Es triste ver cómo la gente se vuelve cada vez más insensible, se apega más a lo material y valora solo aquello que tiene un valor económico.

Es preocupante notar que cada vez el dolor, los problemas y preocupaciones de unos, les resultan indiferentes a los otros.

El afán por lograr cosas, en un tiempo relativamente corto y con el menor esfuerzo posible, ha hecho que las personas se alejen cada día más, incluso, de aquellos a quienes les deben amor y agradecimiento.

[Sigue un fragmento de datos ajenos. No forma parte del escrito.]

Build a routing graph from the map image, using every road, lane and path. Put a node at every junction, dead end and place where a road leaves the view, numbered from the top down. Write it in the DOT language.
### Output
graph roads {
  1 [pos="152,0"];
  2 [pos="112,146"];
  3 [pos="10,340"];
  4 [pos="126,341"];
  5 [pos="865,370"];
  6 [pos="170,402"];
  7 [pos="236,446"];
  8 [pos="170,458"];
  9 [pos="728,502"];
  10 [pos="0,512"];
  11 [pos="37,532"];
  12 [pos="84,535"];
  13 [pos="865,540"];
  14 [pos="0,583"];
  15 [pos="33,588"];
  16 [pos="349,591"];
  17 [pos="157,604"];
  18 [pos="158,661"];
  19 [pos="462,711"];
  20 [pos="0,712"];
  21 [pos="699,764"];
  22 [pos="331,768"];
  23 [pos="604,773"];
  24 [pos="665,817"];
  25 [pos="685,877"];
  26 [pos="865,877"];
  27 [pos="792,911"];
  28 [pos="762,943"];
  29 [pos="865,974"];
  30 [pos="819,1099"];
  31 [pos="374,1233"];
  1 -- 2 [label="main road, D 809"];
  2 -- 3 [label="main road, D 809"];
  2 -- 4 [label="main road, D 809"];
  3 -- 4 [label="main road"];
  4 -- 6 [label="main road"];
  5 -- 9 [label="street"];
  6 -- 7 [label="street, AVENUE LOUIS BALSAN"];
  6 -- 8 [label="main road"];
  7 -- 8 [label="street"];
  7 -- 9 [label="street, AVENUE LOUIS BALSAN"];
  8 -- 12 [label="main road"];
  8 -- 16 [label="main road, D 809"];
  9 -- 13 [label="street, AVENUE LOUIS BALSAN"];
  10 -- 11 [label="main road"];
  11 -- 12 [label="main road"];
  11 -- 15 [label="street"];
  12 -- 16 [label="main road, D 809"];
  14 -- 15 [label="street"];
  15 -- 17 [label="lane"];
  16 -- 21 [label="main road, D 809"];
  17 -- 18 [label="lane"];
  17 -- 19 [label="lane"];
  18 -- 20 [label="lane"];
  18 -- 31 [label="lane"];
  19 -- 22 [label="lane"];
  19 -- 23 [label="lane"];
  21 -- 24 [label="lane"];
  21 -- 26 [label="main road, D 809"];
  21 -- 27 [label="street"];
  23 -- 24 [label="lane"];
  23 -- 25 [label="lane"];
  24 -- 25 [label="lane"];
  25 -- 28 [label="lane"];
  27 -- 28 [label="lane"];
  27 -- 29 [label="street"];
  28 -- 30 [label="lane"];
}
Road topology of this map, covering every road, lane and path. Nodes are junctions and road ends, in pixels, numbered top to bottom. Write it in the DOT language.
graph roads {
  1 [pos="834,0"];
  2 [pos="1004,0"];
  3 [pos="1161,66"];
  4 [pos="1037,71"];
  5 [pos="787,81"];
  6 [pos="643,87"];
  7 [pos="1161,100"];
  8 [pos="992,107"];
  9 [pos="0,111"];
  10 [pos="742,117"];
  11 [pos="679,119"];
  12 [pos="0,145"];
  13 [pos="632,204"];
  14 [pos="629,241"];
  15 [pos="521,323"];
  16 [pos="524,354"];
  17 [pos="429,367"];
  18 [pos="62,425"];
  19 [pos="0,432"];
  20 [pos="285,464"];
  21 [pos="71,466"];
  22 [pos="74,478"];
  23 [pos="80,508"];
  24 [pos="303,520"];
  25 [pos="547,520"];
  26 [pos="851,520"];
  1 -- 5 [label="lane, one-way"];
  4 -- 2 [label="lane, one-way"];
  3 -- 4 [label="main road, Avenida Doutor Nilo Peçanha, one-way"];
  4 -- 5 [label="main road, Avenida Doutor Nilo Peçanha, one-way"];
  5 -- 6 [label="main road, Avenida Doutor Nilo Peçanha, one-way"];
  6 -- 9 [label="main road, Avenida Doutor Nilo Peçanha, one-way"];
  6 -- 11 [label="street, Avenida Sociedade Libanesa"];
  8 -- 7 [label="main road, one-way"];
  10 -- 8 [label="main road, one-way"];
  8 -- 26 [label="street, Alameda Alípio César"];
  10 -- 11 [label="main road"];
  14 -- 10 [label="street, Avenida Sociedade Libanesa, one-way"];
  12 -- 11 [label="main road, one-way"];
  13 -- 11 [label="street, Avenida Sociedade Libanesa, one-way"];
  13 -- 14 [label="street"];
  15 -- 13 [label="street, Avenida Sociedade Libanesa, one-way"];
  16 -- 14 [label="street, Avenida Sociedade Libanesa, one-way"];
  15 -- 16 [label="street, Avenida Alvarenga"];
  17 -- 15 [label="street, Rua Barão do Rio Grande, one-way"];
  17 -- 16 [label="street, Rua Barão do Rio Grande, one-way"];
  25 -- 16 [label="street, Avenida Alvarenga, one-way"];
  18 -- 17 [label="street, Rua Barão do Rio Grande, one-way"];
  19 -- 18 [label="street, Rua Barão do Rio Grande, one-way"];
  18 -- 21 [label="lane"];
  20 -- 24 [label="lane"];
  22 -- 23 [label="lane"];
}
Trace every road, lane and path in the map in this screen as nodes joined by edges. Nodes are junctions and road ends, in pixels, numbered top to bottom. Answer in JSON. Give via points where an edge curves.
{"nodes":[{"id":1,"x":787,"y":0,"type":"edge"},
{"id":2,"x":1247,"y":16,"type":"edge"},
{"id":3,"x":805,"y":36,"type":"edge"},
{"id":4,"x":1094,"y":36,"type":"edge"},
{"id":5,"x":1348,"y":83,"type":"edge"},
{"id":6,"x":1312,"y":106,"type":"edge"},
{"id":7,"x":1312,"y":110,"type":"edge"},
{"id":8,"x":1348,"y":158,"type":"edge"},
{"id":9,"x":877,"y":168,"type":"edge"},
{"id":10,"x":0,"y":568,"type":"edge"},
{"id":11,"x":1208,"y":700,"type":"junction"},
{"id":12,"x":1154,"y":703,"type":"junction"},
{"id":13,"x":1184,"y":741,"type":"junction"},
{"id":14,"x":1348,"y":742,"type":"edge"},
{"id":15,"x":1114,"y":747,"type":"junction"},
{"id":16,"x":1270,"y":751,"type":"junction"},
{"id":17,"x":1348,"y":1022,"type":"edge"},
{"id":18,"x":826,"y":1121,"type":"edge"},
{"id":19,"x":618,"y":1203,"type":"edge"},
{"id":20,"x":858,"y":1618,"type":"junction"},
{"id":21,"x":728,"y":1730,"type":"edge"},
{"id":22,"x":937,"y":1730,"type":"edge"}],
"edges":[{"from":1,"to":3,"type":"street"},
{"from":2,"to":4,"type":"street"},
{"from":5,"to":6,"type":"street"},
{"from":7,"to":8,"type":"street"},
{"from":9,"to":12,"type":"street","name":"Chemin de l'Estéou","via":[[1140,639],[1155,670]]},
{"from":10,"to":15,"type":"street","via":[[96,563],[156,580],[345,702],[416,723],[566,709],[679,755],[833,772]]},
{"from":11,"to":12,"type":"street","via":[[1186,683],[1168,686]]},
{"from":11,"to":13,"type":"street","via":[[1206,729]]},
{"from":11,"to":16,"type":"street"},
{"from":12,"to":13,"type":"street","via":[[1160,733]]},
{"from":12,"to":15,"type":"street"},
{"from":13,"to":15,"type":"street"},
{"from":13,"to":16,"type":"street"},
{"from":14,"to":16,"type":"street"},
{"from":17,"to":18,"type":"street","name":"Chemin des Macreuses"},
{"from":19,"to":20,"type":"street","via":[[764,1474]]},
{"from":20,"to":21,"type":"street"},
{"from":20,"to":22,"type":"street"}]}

Los cristianos suelen decir en sus prédicas, citando a las sagradas escrituras, que una de las señales del comienzo del fin sería precisamente la falta de amor entre las personas, pero, más que falta de amor, la humanidad carece de solidaridad, empatía y tolerancia.

Lo peor, sin embargo, es que la gente parece acostumbrada a la indiferencia y al desdén, a la maldad, a la falta de honestidad y de valores.

Es como si todos fueran espectadores de la película de horror en que se ha convertido el mundo. Y como espectadores al fin, su papel se limita a observar para ver hasta dónde llegarán las cosas. Ya nada sorprende por terrible que sea.

Nadie se siente en el deber de cambiar las cosas y a nadie le preocupa dejar el futuro en manos de una generación a la cual el uso excesivo de los dispositivos electrónicos, la mantiene en estado de inconsciencia, fuera de la realidad, incapaz de medir consecuencias y asumir responsabilidades.

Lo padres, demasiado ocupados en sus cosas para corregir a sus hijos como se debe, han contribuido de manera indirecta a que los jóvenes de hoy sean incapaces de saludar, pedir las cosas “por favor” y mucho menos, dar las gracias.

No es muy halagüeño el futuro, a juzgar por la generación que amenaza convertirse en los adultos del mañana.

Es mejor ni siquiera imaginar qué tipo de crianza promoverán estos adultos del futuro, o cuáles serán los ejemplos que darán a sus hijos, o sobre cuáles valores sentarán las bases de una sociedad cada vez más indiferente, insensible y egoísta.